Germana Alcântara é graduada em Psicologia pela Universidade de Fortaleza e também possui formação em Serviço Social pela UECE, com Mestrado em Neurocognição e Linguagem pela Universidade do Porto, em Portugal. (Foto: Acervo pessoal)

“Existe uma supervalorização do nome e, consequentemente, do medo que ele traz. Quando você vê o autismo, a primeira coisa que você faz é ir no Google, e o resultado da pesquisa traz tudo de ruim: apresenta uma criança que não vai falar, não vai se relacionar, não vai conseguir crescer na vida. Então, é preciso desmistificar o tabu do autismo. A gente tem medo daquilo que a gente não conhece, e é por isso que o diagnóstico se faz tão importante, porque ele não está fadado ao fracasso. Ele é um caminho de possibilidades”, defende Alcântara. 

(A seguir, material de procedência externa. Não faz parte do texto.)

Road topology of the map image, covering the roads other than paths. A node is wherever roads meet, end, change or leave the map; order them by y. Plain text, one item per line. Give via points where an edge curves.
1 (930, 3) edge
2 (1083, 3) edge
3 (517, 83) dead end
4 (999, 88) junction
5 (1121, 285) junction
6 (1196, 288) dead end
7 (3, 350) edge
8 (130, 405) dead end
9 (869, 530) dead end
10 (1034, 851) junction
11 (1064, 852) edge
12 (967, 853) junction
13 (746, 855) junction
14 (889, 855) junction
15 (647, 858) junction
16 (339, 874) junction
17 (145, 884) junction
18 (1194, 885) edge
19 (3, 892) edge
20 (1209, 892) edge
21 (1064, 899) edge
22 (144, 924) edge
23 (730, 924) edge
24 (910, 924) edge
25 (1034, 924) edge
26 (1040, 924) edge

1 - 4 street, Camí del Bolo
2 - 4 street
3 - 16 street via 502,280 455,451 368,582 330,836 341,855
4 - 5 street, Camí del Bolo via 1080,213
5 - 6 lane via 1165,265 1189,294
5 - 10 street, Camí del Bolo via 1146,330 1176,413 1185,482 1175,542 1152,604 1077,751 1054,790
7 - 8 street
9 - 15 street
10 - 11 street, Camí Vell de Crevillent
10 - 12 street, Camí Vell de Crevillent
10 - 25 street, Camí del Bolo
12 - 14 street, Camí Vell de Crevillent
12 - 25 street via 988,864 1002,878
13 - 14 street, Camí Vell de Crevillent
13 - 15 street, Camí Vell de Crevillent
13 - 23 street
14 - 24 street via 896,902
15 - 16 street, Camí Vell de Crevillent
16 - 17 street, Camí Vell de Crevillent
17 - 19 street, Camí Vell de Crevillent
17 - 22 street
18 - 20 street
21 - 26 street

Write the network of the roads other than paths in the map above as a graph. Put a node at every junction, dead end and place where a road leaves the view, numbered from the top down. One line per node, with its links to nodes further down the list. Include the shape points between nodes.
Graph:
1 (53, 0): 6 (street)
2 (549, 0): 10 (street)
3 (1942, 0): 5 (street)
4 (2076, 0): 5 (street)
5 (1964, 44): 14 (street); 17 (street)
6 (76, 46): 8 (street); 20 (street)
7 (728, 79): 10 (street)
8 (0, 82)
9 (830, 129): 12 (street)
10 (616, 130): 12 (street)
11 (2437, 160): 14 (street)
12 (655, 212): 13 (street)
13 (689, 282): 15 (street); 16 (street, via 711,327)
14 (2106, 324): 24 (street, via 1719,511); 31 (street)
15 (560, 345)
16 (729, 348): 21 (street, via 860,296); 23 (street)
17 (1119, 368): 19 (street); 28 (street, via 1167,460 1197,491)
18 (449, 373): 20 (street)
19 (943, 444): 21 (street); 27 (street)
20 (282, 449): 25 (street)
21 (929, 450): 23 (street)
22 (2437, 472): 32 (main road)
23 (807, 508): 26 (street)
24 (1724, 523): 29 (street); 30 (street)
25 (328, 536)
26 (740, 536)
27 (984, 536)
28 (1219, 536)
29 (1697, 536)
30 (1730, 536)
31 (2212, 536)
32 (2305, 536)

A informação e orientação parental é fundamental para o desenvolvimento da criança com TEA. Dessa forma, os familiares, além de aprenderem a lidar com suas próprias frustrações, serão mais compreensíveis com seus filhos e suas particularidades, resultando no fortalecimento no trabalho desempenhado pelos profissionais da saúde e, no geral, em um processo de reabilitação tranquilo e rodeado de respeito e compreensão.

Saiba mais sobre o Proise

O Programa de Inclusão Sócio-Educacional (Proise) da Unifor existe há mais de dez anos. Ele surgiu da necessidade de auxiliar as crianças que, diagnosticadas com Transtorno Global do Desenvolvimento (a sigla TEA ainda não era utilizada), apresentavam grandes dificuldades em suas habilidades sensoriais, cognitivas, motoras, de comunicação e/ou sociabilização, e tinham essas dificuldades como obstáculo na realização de suas atividades cotidianas. 
 
Assim, o Proise foi idealizado para ser um programa multidisciplinar, com a presença de profissionais de diversas áreas da saúde. Hoje, o serviço é composto por terapeutas ocupacionais, fonoaudiólogas e psicólogas, e tem a capacidade de atendimento de, em média, 70 a 80 crianças, todas na faixa etária dos dois aos seis anos. Para os atendimentos, os pacientes são divididos entre o turno da manhã e o da tarde. 
 
Nele, as crianças são atendidas em grupo, com o objetivo de favorecer e tornar o ambiente um potencializador e incentivador da comunicação e socialização dos pacientes. No programa, os profissionais desenvolvem atividades que objetivam estimular e potencializar as habilidades dos pacientes, além de trabalhar com o suporte familiar, dando orientações aos pais e cuidadores sobre questões relacionadas à rotina e à capacidade funcional dessas crianças.